* [Exercise directions]: Extract all of the data and reproduce it precisely.

* [Provided information]:
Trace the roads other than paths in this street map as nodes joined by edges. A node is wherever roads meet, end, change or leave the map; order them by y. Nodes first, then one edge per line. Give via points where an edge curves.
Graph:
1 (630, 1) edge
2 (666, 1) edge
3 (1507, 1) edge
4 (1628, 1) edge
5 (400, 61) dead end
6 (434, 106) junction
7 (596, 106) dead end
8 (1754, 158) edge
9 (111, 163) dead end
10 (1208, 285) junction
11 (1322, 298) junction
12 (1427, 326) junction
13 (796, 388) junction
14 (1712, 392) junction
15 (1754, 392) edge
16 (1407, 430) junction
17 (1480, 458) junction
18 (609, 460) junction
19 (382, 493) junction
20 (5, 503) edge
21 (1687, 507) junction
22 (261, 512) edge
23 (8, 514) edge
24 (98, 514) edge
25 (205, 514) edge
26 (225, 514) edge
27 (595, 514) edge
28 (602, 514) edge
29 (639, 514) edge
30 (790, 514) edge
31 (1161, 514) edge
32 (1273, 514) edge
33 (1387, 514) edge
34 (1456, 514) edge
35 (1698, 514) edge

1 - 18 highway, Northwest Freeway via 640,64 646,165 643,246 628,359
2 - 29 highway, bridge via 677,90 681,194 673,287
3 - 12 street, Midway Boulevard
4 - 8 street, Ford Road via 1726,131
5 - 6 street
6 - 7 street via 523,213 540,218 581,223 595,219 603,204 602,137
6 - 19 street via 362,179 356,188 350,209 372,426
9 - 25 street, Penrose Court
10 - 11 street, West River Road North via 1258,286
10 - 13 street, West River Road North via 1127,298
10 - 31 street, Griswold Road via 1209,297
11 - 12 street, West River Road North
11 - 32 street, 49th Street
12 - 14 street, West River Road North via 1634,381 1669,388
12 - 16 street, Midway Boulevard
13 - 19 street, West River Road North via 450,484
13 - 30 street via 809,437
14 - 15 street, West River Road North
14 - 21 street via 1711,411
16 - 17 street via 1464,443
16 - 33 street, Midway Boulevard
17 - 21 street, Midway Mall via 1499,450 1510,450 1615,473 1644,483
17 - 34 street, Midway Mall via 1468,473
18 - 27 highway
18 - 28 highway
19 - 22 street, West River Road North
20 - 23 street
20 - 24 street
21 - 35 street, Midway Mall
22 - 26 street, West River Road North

* [Reply to the task]:
Trace the roads other than paths in this street map as nodes joined by edges. A node is wherever roads meet, end, change or leave the map; order them by y. Nodes first, then one edge per line. Give via points where an edge curves.
Graph:
1 (630, 1) edge
2 (666, 1) edge
3 (1507, 1) edge
4 (1628, 1) edge
5 (400, 61) dead end
6 (434, 106) junction
7 (596, 106) dead end
8 (1754, 158) edge
9 (111, 163) dead end
10 (1208, 285) junction
11 (1322, 298) junction
12 (1427, 326) junction
13 (796, 388) junction
14 (1712, 392) junction
15 (1754, 392) edge
16 (1407, 430) junction
17 (1480, 458) junction
18 (609, 460) junction
19 (382, 493) junction
20 (5, 503) edge
21 (1687, 507) junction
22 (261, 512) edge
23 (8, 514) edge
24 (98, 514) edge
25 (205, 514) edge
26 (225, 514) edge
27 (595, 514) edge
28 (602, 514) edge
29 (639, 514) edge
30 (790, 514) edge
31 (1161, 514) edge
32 (1273, 514) edge
33 (1387, 514) edge
34 (1456, 514) edge
35 (1698, 514) edge

1 - 18 highway, Northwest Freeway via 640,64 646,165 643,246 628,359
2 - 29 highway, bridge via 677,90 681,194 673,287
3 - 12 street, Midway Boulevard
4 - 8 street, Ford Road via 1726,131
5 - 6 street
6 - 7 street via 523,213 540,218 581,223 595,219 603,204 602,137
6 - 19 street via 362,179 356,188 350,209 372,426
9 - 25 street, Penrose Court
10 - 11 street, West River Road North via 1258,286
10 - 13 street, West River Road North via 1127,298
10 - 31 street, Griswold Road via 1209,297
11 - 12 street, West River Road North
11 - 32 street, 49th Street
12 - 14 street, West River Road North via 1634,381 1669,388
12 - 16 street, Midway Boulevard
13 - 19 street, West River Road North via 450,484
13 - 30 street via 809,437
14 - 15 street, West River Road North
14 - 21 street via 1711,411
16 - 17 street via 1464,443
16 - 33 street, Midway Boulevard
17 - 21 street, Midway Mall via 1499,450 1510,450 1615,473 1644,483
17 - 34 street, Midway Mall via 1468,473
18 - 27 highway
18 - 28 highway
19 - 22 street, West River Road North
20 - 23 street
20 - 24 street
21 - 35 street, Midway Mall
22 - 26 street, West River Road North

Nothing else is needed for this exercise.